Please reproduce, exactly as given, the lines running from the start of the data to the line containing "index tip: (1222, 753)", inclusive, and omit the pictures.

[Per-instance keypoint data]
------------------------------------------------------------------------
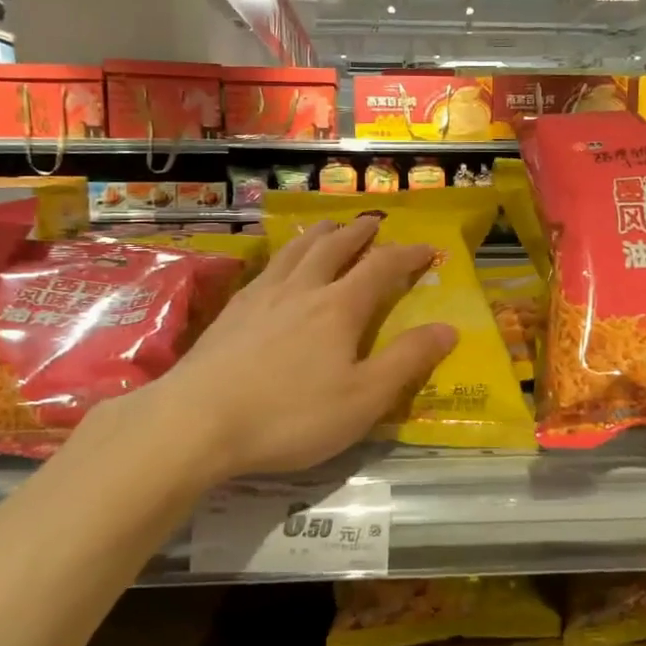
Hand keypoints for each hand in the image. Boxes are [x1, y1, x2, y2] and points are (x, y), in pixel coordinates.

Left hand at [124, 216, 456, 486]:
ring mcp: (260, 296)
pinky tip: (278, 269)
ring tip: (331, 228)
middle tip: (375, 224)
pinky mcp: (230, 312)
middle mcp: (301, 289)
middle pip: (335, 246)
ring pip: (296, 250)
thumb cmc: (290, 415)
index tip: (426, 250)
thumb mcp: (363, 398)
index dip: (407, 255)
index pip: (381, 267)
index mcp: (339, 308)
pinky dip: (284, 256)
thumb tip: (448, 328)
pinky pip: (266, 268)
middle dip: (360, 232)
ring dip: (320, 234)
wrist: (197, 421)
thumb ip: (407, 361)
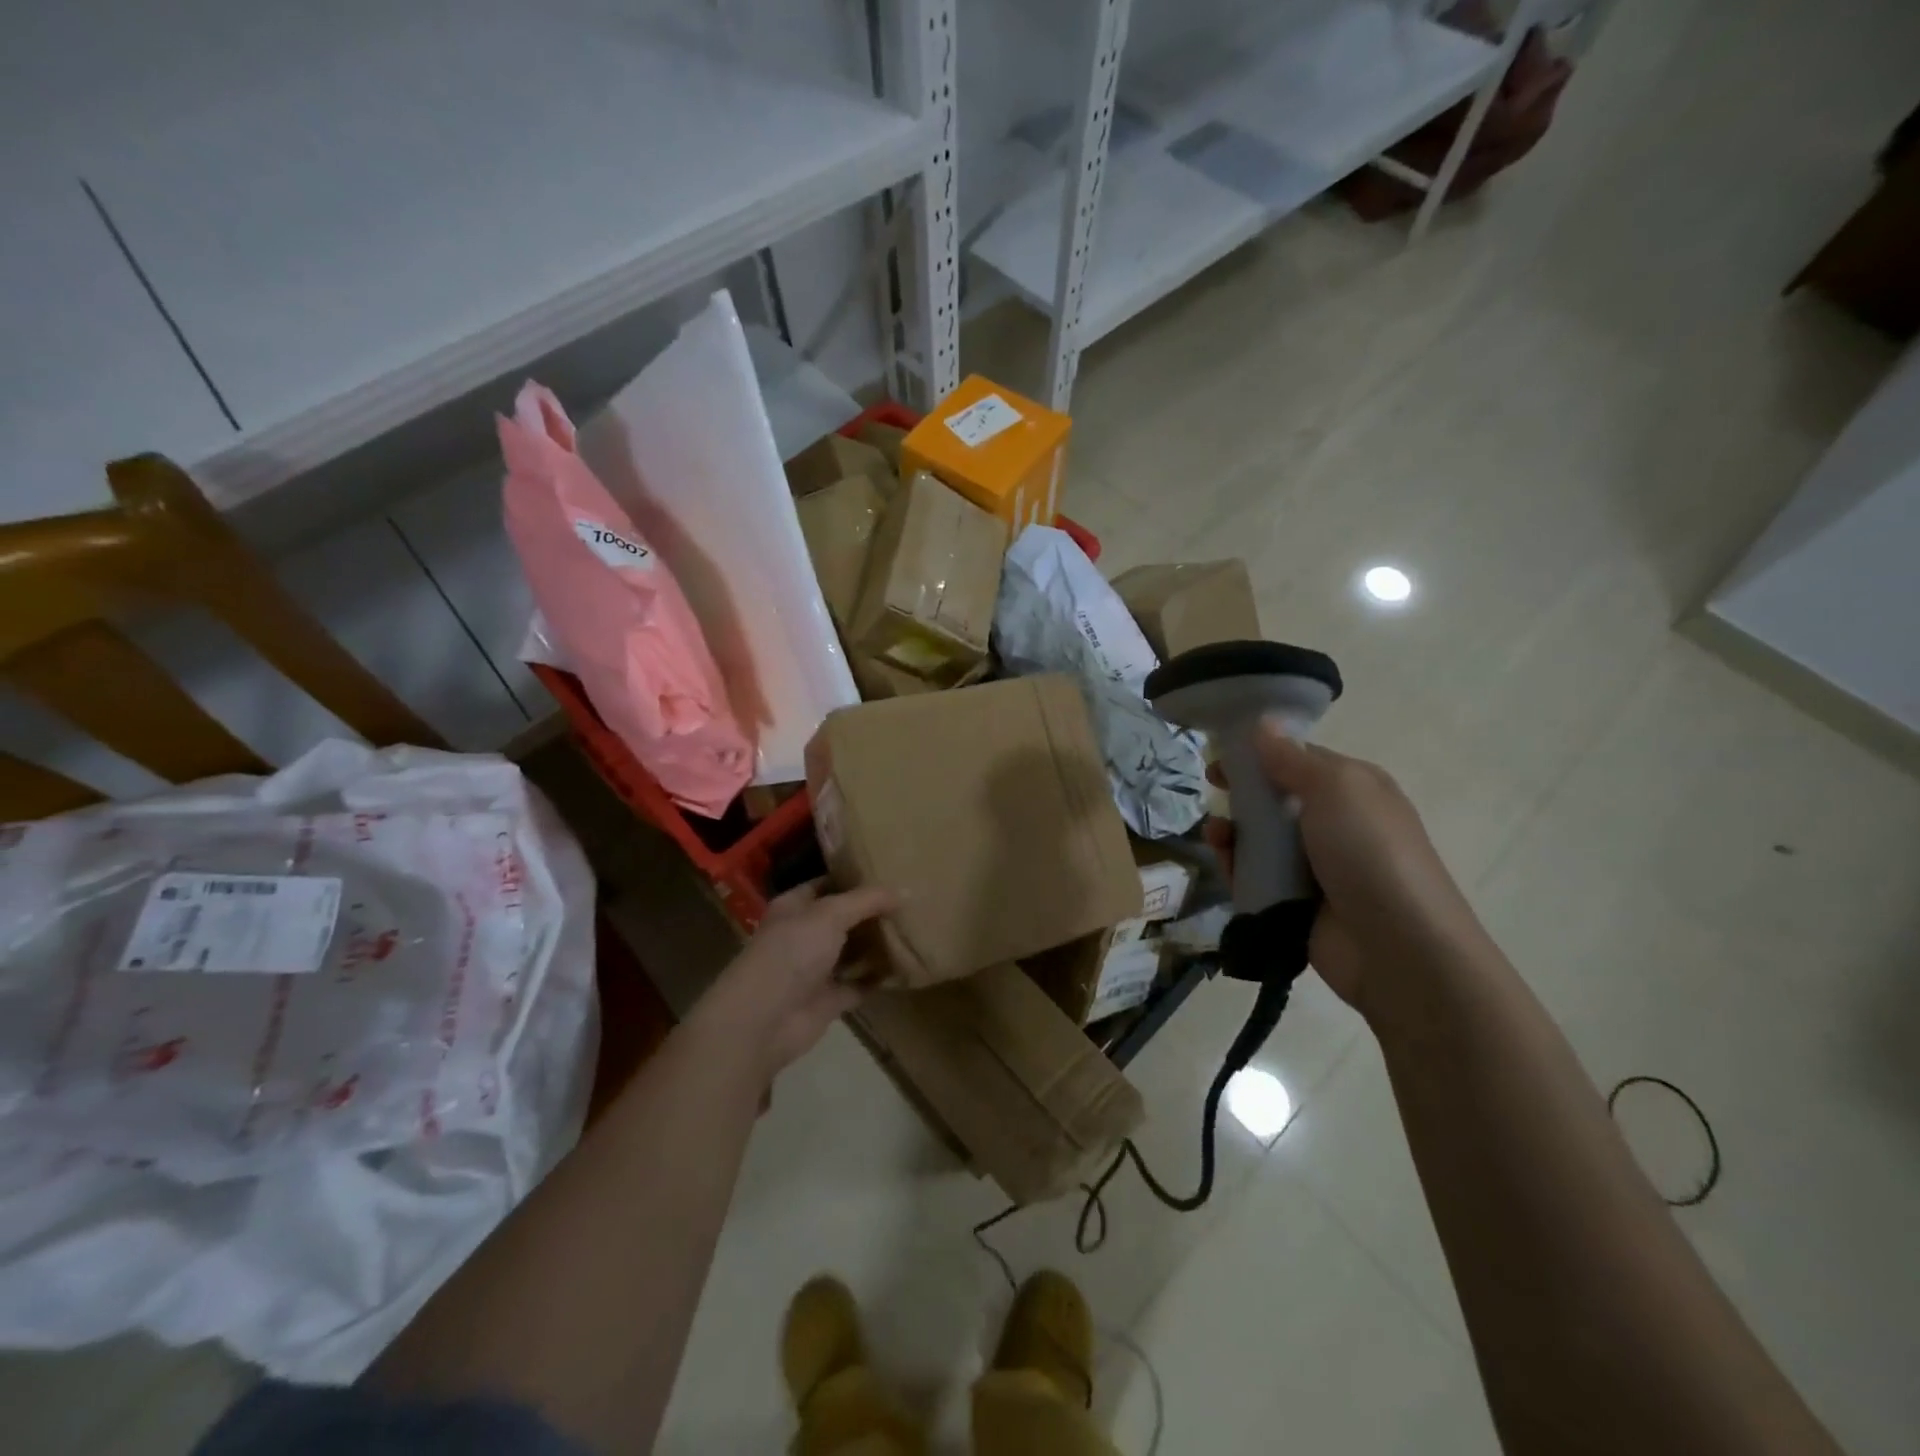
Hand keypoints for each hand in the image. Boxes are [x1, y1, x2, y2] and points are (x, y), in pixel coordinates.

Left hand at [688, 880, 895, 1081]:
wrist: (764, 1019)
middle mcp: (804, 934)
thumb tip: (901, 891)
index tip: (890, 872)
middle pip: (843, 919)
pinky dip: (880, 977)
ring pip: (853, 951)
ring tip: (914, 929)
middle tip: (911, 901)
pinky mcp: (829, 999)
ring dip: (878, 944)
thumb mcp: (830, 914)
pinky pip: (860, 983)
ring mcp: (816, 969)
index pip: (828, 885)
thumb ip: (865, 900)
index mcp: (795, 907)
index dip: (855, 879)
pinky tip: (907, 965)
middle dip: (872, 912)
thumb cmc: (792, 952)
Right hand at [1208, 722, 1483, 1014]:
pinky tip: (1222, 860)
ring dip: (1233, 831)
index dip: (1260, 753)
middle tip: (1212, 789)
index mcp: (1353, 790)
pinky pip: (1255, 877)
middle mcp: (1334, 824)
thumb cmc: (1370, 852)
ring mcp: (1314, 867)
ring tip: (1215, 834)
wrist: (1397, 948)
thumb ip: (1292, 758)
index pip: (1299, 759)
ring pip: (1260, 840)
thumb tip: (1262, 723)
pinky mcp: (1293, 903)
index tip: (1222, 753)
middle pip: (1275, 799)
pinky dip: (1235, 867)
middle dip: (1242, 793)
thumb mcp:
------------------------------------------------------------------------
Answer to the exercise:
Hand keypoints for each hand in the image. Boxes are [x1, y1, x2, y2] and points are (x, y), in pixel coordinates.

Left hand at [124, 216, 456, 486]:
ring mcp: (260, 296)
pinky tip: (278, 269)
ring tip: (331, 228)
middle tip: (375, 224)
pinky mcp: (230, 312)
middle mcp: (301, 289)
middle pip: (335, 246)
ring pip: (296, 250)
thumb cmc: (290, 415)
index tip: (426, 250)
thumb mcp: (363, 398)
index dip: (407, 255)
index pip: (381, 267)
index mcp: (339, 308)
pinky dip: (284, 256)
thumb tip: (448, 328)
pinky pip: (266, 268)
middle dip: (360, 232)
ring dip: (320, 234)
wrist: (197, 421)
thumb ip: (407, 361)
Hand keypoints for each hand in the image. Boxes are [x1, y1, x2, y2] and points are (x, y), in pixel coordinates.

Left hand at [688, 880, 895, 1081]:
wrist: (764, 1019)
middle mcp: (804, 934)
thumb tip: (901, 891)
index tip: (890, 872)
middle pip: (843, 919)
pinky dip: (880, 977)
ring pip: (853, 951)
ring tip: (914, 929)
middle tip: (911, 901)
pinky mcp: (829, 999)
ring dip: (878, 944)
thumb mcp: (830, 914)
pinky pip: (860, 983)
ring mcp: (816, 969)
index pip: (828, 885)
thumb ip: (865, 900)
index mcp: (795, 907)
index dip: (855, 879)
pinky tip: (907, 965)
middle dip: (872, 912)
thumb cmc: (792, 952)
Right hand at [1208, 722, 1483, 1014]:
pinky tip: (1222, 860)
ring dip: (1233, 831)
index dip: (1260, 753)
middle tip: (1212, 789)
index mcp: (1353, 790)
pinky pip: (1255, 877)
middle mcp: (1334, 824)
thumb cmc: (1370, 852)
ring mcp: (1314, 867)
ring tip: (1215, 834)
wrist: (1397, 948)
thumb ip: (1292, 758)
index pip: (1299, 759)
ring pip: (1260, 840)
thumb tip: (1262, 723)
pinky mcp: (1293, 903)
index tip: (1222, 753)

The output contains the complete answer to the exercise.